TASK MATERIAL -
· · · · ·
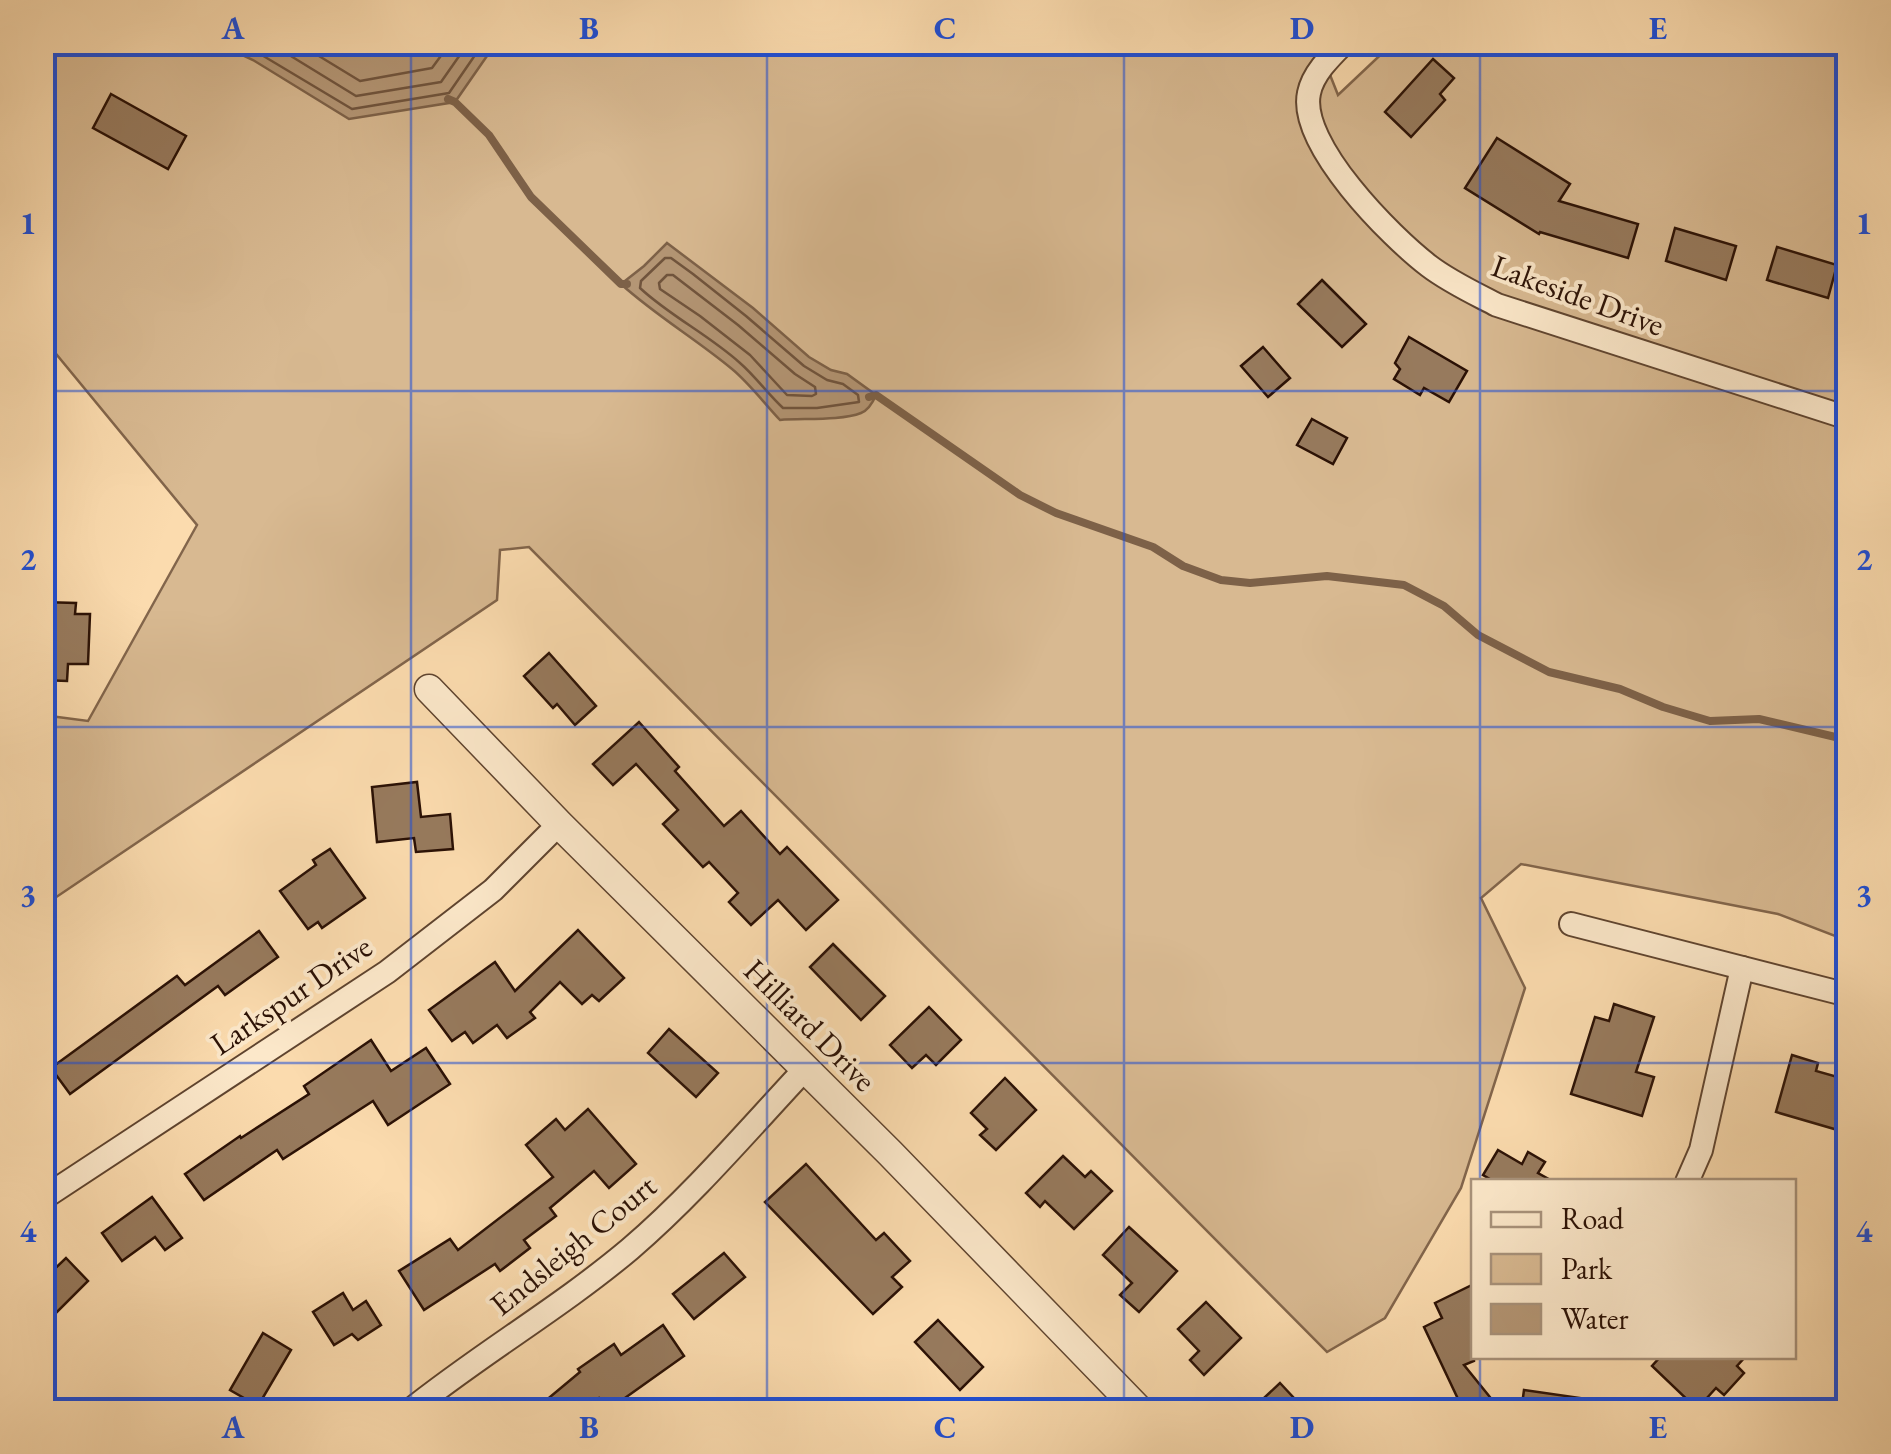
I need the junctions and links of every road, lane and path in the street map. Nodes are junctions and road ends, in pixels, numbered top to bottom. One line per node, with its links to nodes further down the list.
1 (1344, 42): 2 (street, Lakeside Drive)
2 (1848, 418)
3 (429, 689): 4 (street, Hilliard Drive)
4 (559, 824): 8 (street, Hilliard Drive); 10 (street, Larkspur Drive)
5 (1571, 924): 6 (street)
6 (1742, 968): 7 (street); 9 (street)
7 (1848, 996)
8 (806, 1069): 11 (street, Endsleigh Court); 12 (street, Hilliard Drive)
9 (1688, 1179)
10 (42, 1199)
11 (408, 1412)
12 (1141, 1412)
· · · · ·
AIM OF THE TASK -
What you return must match the records above exactly, minus any images.

RESPONSE AREA -
I need the junctions and links of every road, lane and path in the street map. Nodes are junctions and road ends, in pixels, numbered top to bottom. One line per node, with its links to nodes further down the list.
1 (1344, 42): 2 (street, Lakeside Drive)
2 (1848, 418)
3 (429, 689): 4 (street, Hilliard Drive)
4 (559, 824): 8 (street, Hilliard Drive); 10 (street, Larkspur Drive)
5 (1571, 924): 6 (street)
6 (1742, 968): 7 (street); 9 (street)
7 (1848, 996)
8 (806, 1069): 11 (street, Endsleigh Court); 12 (street, Hilliard Drive)
9 (1688, 1179)
10 (42, 1199)
11 (408, 1412)
12 (1141, 1412)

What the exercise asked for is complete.